Pursuant to the requirements of the Securities and Exchange Act of 1934, the Registrant has duly caused and authorized this report to be signed on its behalf by the undersigned.

Dated: September 3, 2014
 
Tengasco, Inc.
 
 
 
 
By:
s/Michael J. Rugen
 
 
Michael J. Rugen,
 
 
Chief Executive Officer
 
 

EX-99.1 2 ex99_1.htm EXHIBIT 99.1

Exhibit 99.1 Press Release dated September 3, 2014

For Immediate Release

Tengasco Announces Annual Meeting of Shareholders to be held November 14, 2014

Greenwood Village, Colorado, September 3, 2014 -- Tengasco, Inc. (NYSE MKT: TGC) announced today that the Board of Directors has fixed the date and time of the Annual Meeting of the Company’s holders of common stock as Friday, November 14, 2014 at 8:30 A.M. at the Doubletree by Hilton Hotel Denver Tech Center, 7801 E. Orchard Rd., Greenwood Village, CO 80111. The Board of Directors has also fixed the close of business on September 25, 2014 as the record date for the determination of the stockholders entitled to receive notice of and to vote at the Annual Meeting or any adjournments thereof. It is anticipated that the Notice of Annual Meeting and Proxy Statement will be available to the Company’s stockholders on or before October 3, 2014. The list of stockholders entitled to vote at the Annual Meeting will be available for examination by any stockholder at the Company's offices at 6021 S. Syracuse Way, Suite 117, Greenwood Village, CO 80111 ten days before November 14, 2014.

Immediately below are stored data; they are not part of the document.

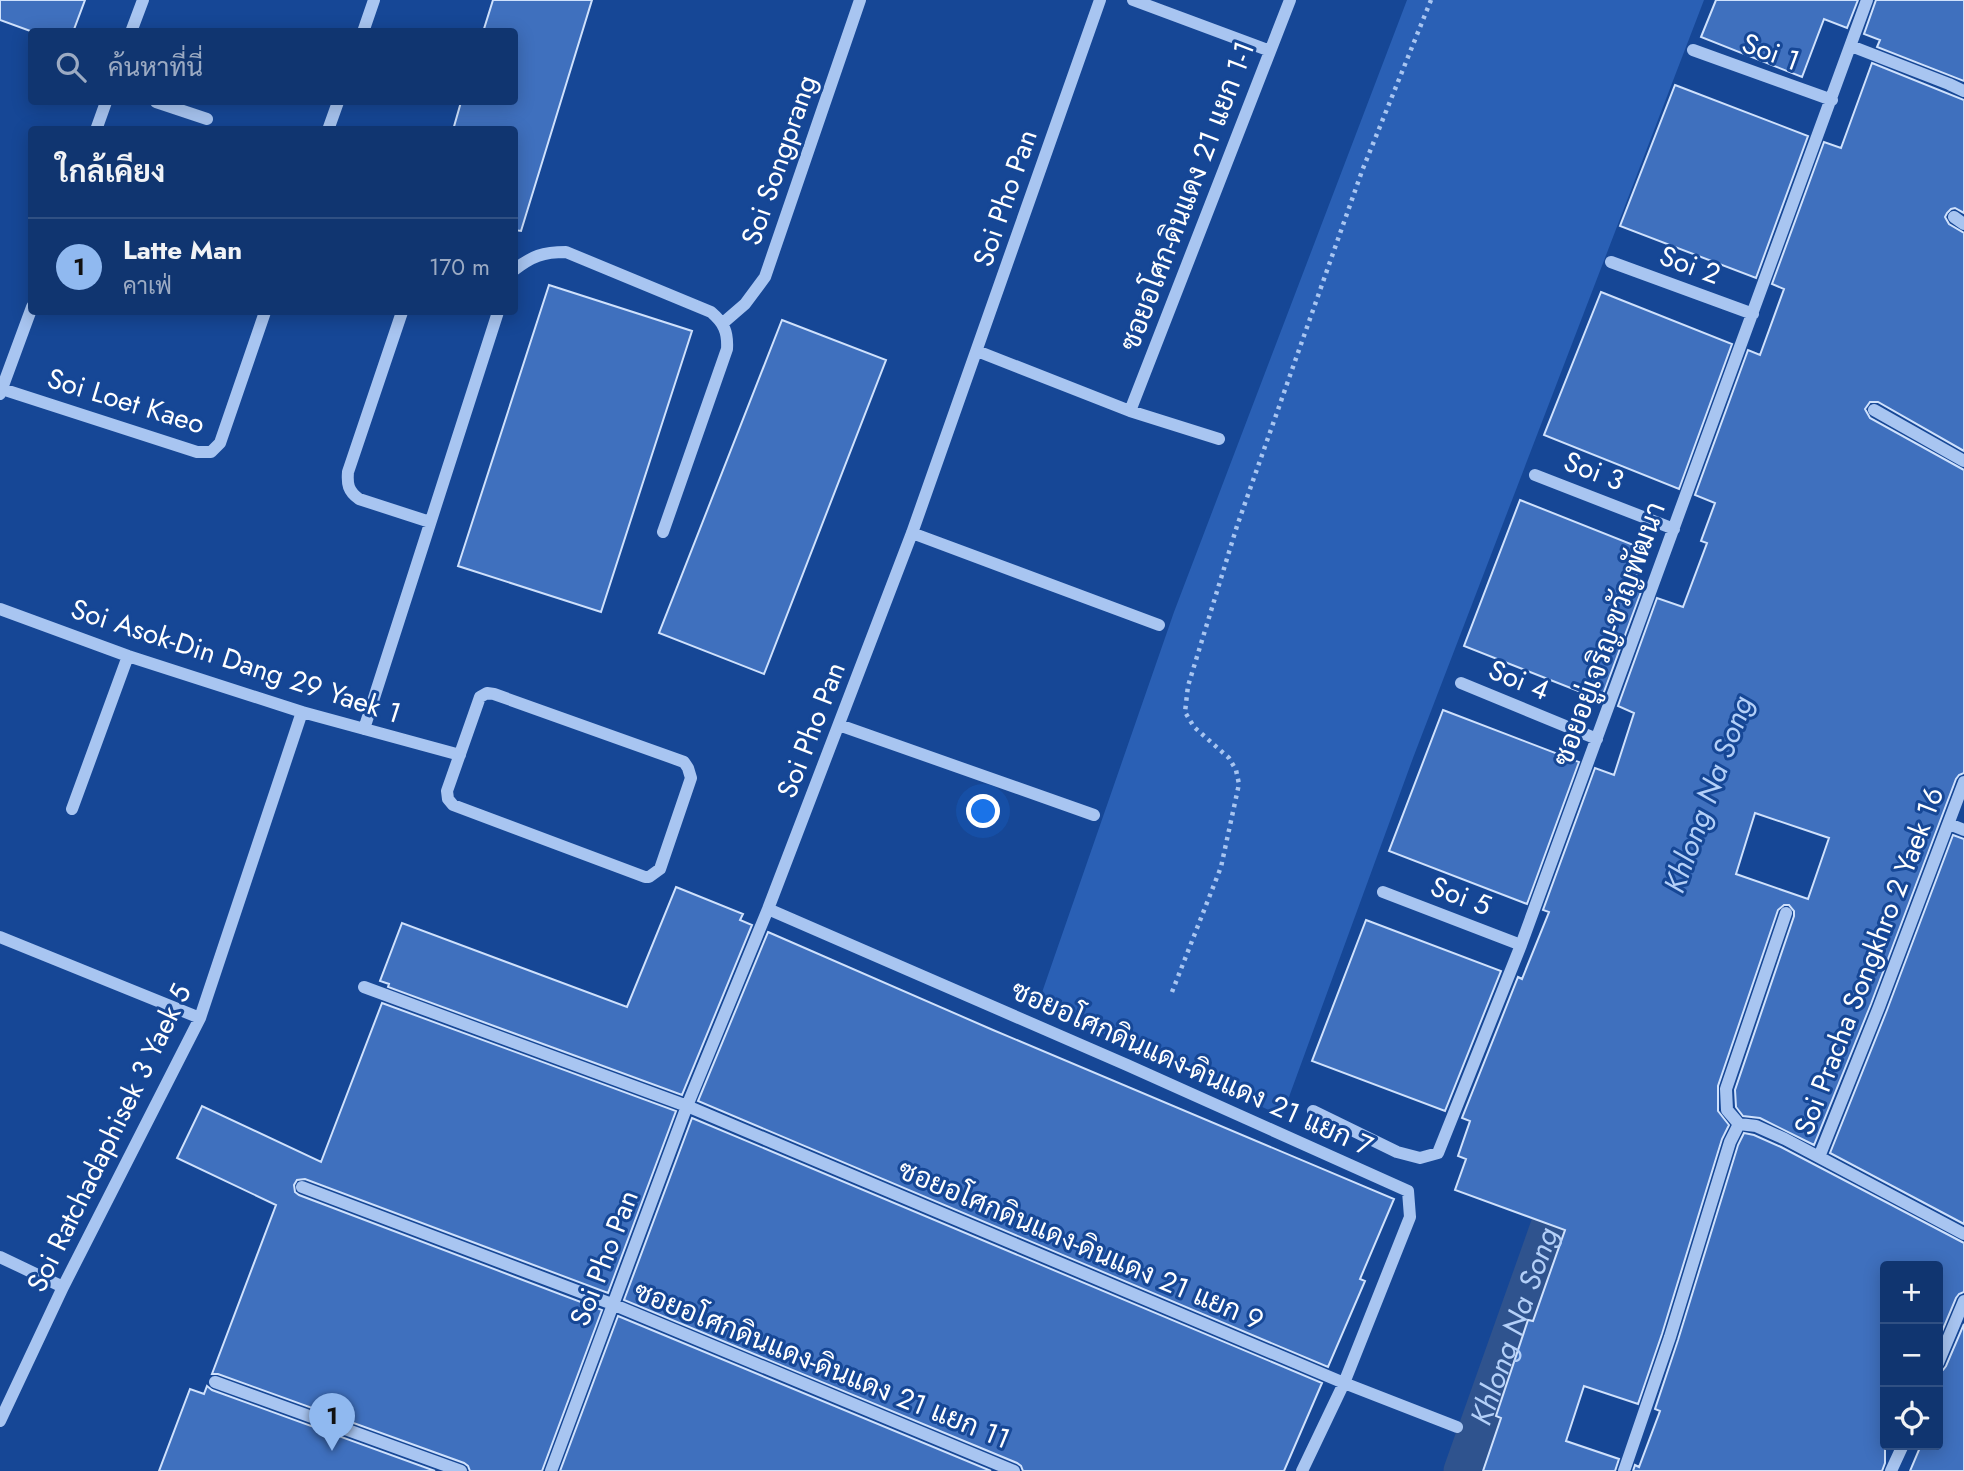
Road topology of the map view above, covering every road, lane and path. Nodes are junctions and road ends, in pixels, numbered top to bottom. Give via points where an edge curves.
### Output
1 (143, 0) edge
2 (374, 0) edge
3 (860, 0) edge
4 (1100, 0) edge
5 (1133, 0) edge
6 (1290, 0) edge
7 (1431, 0) edge
8 (1867, 0) edge
9 (132, 28) edge
10 (364, 28) edge
11 (1851, 46) junction
12 (1693, 50) dead end
13 (1270, 51) junction
14 (1964, 92) edge
15 (1832, 100) junction
16 (105, 105) edge
17 (165, 105) edge
18 (337, 105) edge
19 (208, 119) dead end
20 (97, 126) edge
21 (329, 126) edge
22 (1611, 262) dead end
23 (518, 267) edge
24 (1753, 314) junction
25 (29, 315) edge
26 (264, 315) edge
27 (401, 315) edge
28 (497, 315) edge
29 (723, 323) junction
30 (977, 351) junction
31 (1, 391) edge
32 (1874, 410) dead end
33 (1130, 411) junction
34 (1219, 439) dead end
35 (1964, 461) edge
36 (1535, 475) dead end
37 (430, 522) junction
38 (1674, 528) junction
39 (663, 532) dead end
40 (912, 533) junction
41 (0, 609) edge
42 (1159, 625) dead end
43 (128, 656) junction
44 (1461, 683) dead end
45 (302, 712) junction
46 (839, 725) junction
47 (364, 729) junction
48 (1597, 739) junction
49 (460, 755) junction
50 (1964, 782) edge
51 (72, 808) dead end
52 (1094, 815) dead end
53 (1949, 824) junction
54 (1964, 830) edge
55 (1383, 892) dead end
56 (768, 909) junction
57 (1786, 913) dead end
58 (0, 937) edge
59 (1521, 945) junction
60 (364, 987) dead end
61 (1172, 992) dead end
62 (200, 1017) junction
63 (687, 1107) junction
64 (1312, 1111) dead end
65 (1739, 1124) junction
66 (1819, 1157) junction
67 (303, 1187) dead end
68 (1964, 1234) edge
69 (0, 1257) edge
70 (63, 1287) junction
71 (1964, 1301) edge
72 (612, 1304) junction
73 (1943, 1351) edge
74 (215, 1382) dead end
75 (1344, 1383) junction
76 (0, 1421) edge
77 (1457, 1427) dead end
78 (1901, 1450) edge
79 (461, 1471) edge
80 (551, 1471) edge
81 (1014, 1471) edge
82 (1302, 1471) edge
83 (1624, 1471) edge
84 (1891, 1471) edge

1 - 9 street
2 - 10 street
3 - 29 street, Soi Songprang via 765,277
4 - 30 street, Soi Pho Pan
5 - 13 street
6 - 13 street, ซอยอโศก-ดินแดง 21 แยก 1-1
7 - 61 path via 1362,171 1237,526 1188,686 1185,712 1194,727 1229,758 1239,785 1221,867
8 - 11 street, ซอยอยู่เจริญ-ขวัญพัฒนา
11 - 14 street
11 - 15 street, ซอยอยู่เจริญ-ขวัญพัฒนา
12 - 15 street, Soi 1
13 - 33 street, ซอยอโศก-ดินแดง 21 แยก 1-1
15 - 24 street, ซอยอยู่เจริญ-ขวัญพัฒนา
16 - 20 street
17 - 19 street
18 - 21 street
22 - 24 street, Soi 2
23 - 29 street via 548,252 566,252 711,312
24 - 38 street, ซอยอยู่เจริญ-ขวัญพัฒนา
25 - 31 street
26 - 31 street, Soi Loet Kaeo via 220,443 211,452 197,452
27 - 37 street via 347,483 350,493 359,499
28 - 37 street
29 - 39 street via 727,349
30 - 33 street
30 - 40 street, Soi Pho Pan
32 - 35 street
33 - 34 street
36 - 38 street, Soi 3
37 - 47 street
38 - 48 street, ซอยอยู่เจริญ-ขวัญพัฒนา
40 - 42 street
40 - 46 street, Soi Pho Pan
41 - 43 street, Soi Asok-Din Dang 29 Yaek 1
43 - 45 street, Soi Asok-Din Dang 29 Yaek 1
43 - 51 street
44 - 48 street, Soi 4
45 - 47 street, Soi Asok-Din Dang 29 Yaek 1
45 - 62 street, Soi Ratchadaphisek 3 Yaek 5
46 - 52 street
46 - 56 street, Soi Pho Pan
47 - 49 street, Soi Asok-Din Dang 29 Yaek 1
48 - 59 street, ซอยอยู่เจริญ-ขวัญพัฒนา
49 - 49 street via 480,697 487,693 684,762 691,778 660,869 645,877 453,805 447,791
50 - 53 street, Soi Pracha Songkhro 2 Yaek 16
53 - 54 street
53 - 66 street, Soi Pracha Songkhro 2 Yaek 16
55 - 59 street, Soi 5
56 - 63 street, Soi Pho Pan
56 - 75 street, ซอยอโศกดินแดง-ดินแดง 21 แยก 7 via 1408,1191 1410,1217
57 - 65 street via 1726,1089 1727,1110
58 - 62 street
59 - 64 street, ซอยอยู่เจริญ-ขวัญพัฒนา via 1438,1153 1420,1158 1397,1152
60 - 63 street, ซอยอโศกดินแดง-ดินแดง 21 แยก 9
62 - 70 street, Soi Ratchadaphisek 3 Yaek 5
63 - 72 street, Soi Pho Pan
63 - 75 street, ซอยอโศกดินแดง-ดินแดง 21 แยก 9
65 - 66 street via 1756,1126
65 - 83 street
66 - 68 street
67 - 72 street, ซอยอโศกดินแดง-ดินแดง 21 แยก 11
69 - 70 street
70 - 76 street, Soi Ratchadaphisek 3 Yaek 5
71 - 73 street
72 - 80 street, Soi Pho Pan
72 - 81 street, ซอยอโศกดินแดง-ดินแดง 21 แยก 11
74 - 79 street
75 - 77 street, ซอยอโศกดินแดง-ดินแดง 21 แยก 9
75 - 82 street
78 - 84 street

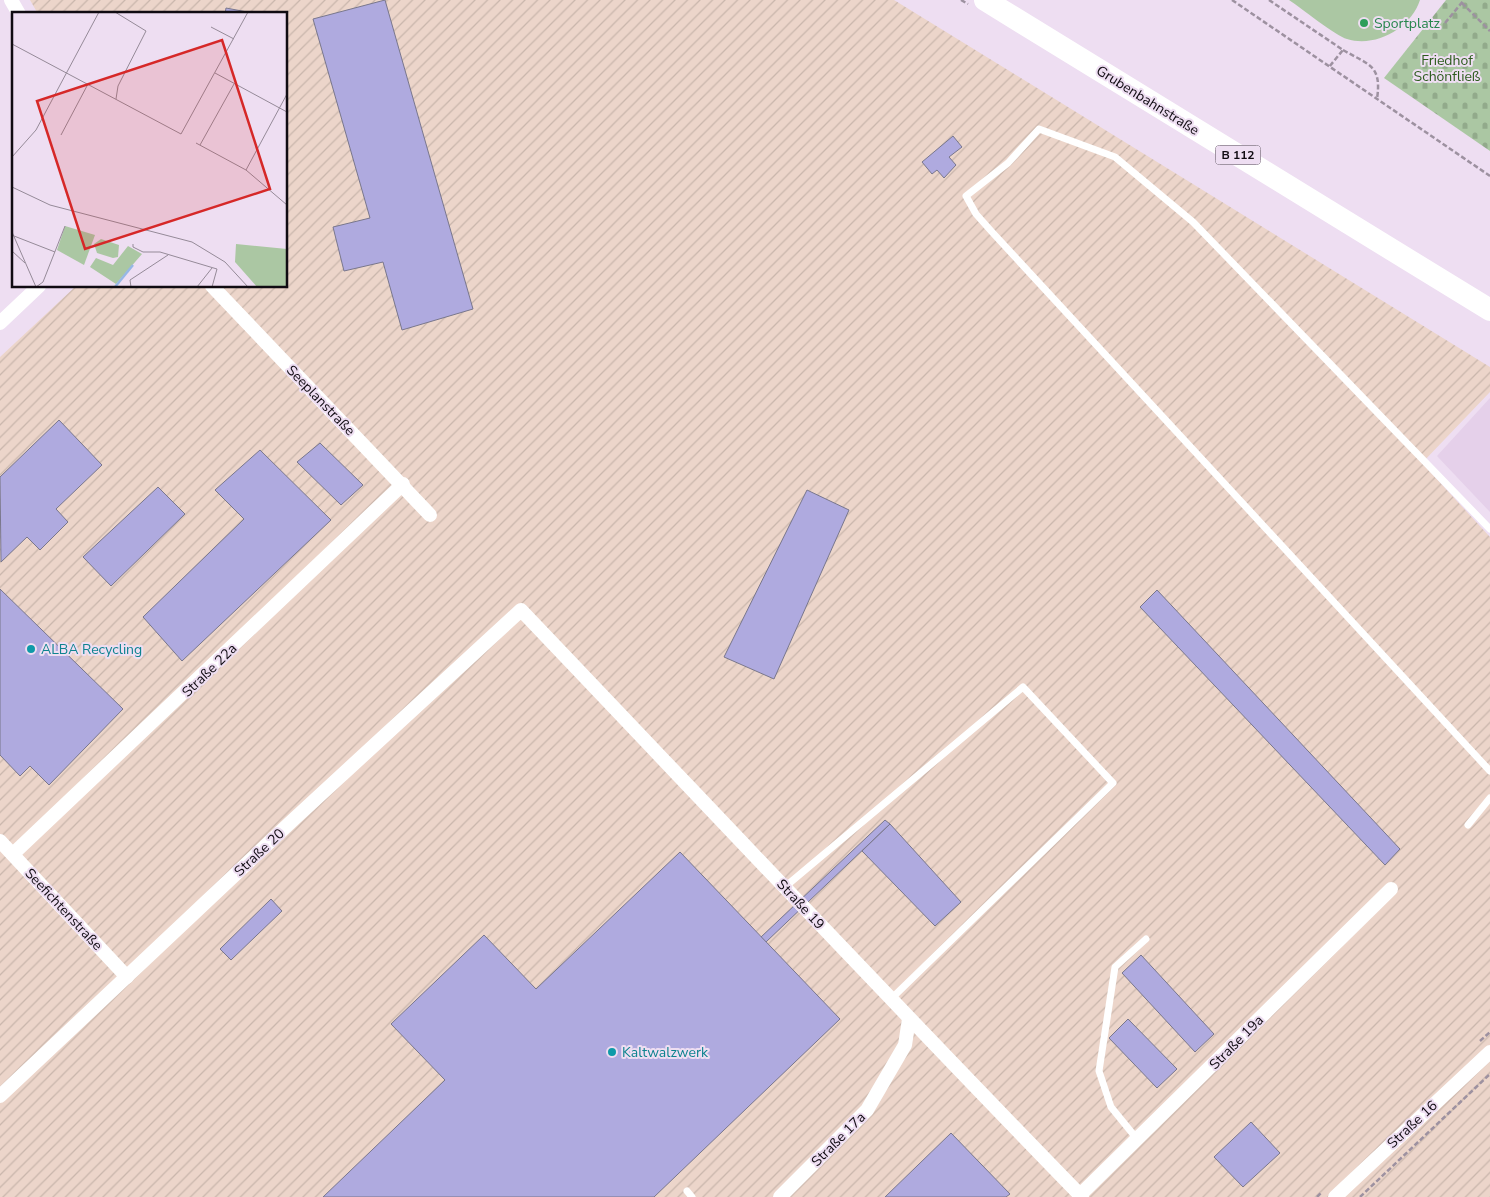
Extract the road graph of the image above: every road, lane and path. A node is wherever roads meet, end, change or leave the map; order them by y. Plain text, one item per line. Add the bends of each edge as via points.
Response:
1 (11, 0) edge
2 (985, 0) edge
3 (1232, 0) edge
4 (1269, 0) edge
5 (1463, 1) edge
6 (18, 12) edge
7 (1445, 23) dead end
8 (1490, 31) edge
9 (1343, 50) junction
10 (1329, 67) junction
11 (1377, 100) junction
12 (1490, 176) edge
13 (37, 288) edge
14 (214, 288) edge
15 (1490, 310) edge
16 (0, 323) edge
17 (403, 484) junction
18 (430, 514) dead end
19 (1490, 530) edge
20 (521, 610) joint
21 (1490, 771) edge
22 (1490, 798) edge
23 (1468, 825) dead end
24 (0, 841) edge
25 (13, 854) junction
26 (786, 886) junction
27 (1391, 889) dead end
28 (1146, 939) dead end
29 (127, 977) junction
30 (891, 999) junction
31 (909, 1019) junction
32 (1490, 1032) edge
33 (1484, 1038) dead end
34 (1490, 1052) edge
35 (1490, 1074) edge
36 (0, 1096) edge
37 (1137, 1139) junction
38 (1081, 1196) edge
39 (780, 1197) edge
40 (1335, 1197) edge
41 (1360, 1197) edge

1 - 6 street
2 - 15 main road, Grubenbahnstraße / B 112
3 - 10 path
4 - 9 path
5 - 7 path
5 - 8 path
9 - 10 path
9 - 11 path via 1378,73
10 - 11 path
11 - 12 path
13 - 16 street
14 - 17 street, Seeplanstraße
17 - 18 street, Seeplanstraße
17 - 25 street, Straße 22a
19 - 21 lane via 1193,222 1115,158 1039,129 1008,163 966,196 992,232
20 - 26 street, Straße 19
20 - 29 street, Straße 20
22 - 23 lane
24 - 25 street, Seefichtenstraße
25 - 29 street, Seefichtenstraße
26 - 30 street, Straße 19
26 - 30 lane via 1023,687 1113,783
27 - 37 street, Straße 19a
28 - 37 lane via 1115,967 1099,1070 1111,1107
29 - 36 street, Straße 20
30 - 31 street, Straße 19
31 - 38 street, Straße 19
31 - 39 street, Straße 17a via 905,1045 867,1110
32 - 33 path
34 - 40 street, Straße 16
35 - 41 path
37 - 38 street, Straße 19a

The statements contained in this release that are not purely historical are forward-looking statements within the meaning of applicable securities laws. Forward-looking statements include statements regarding “expectations,” “anticipations,” “intentions,” “beliefs,” or “strategies” regarding the future. Forward-looking statements also include statements regarding revenue, margins, expenses, and earnings analysis for 2014 and thereafter; oil and gas prices; reserve calculation and valuation; exploration activities; development expenditures; costs of regulatory compliance; environmental matters; technological developments; future products or product development; the Company’s products and distribution development strategies; potential acquisitions or strategic alliances; and liquidity and anticipated cash needs and availability. The Company’s actual results could differ materially from the forward-looking statements.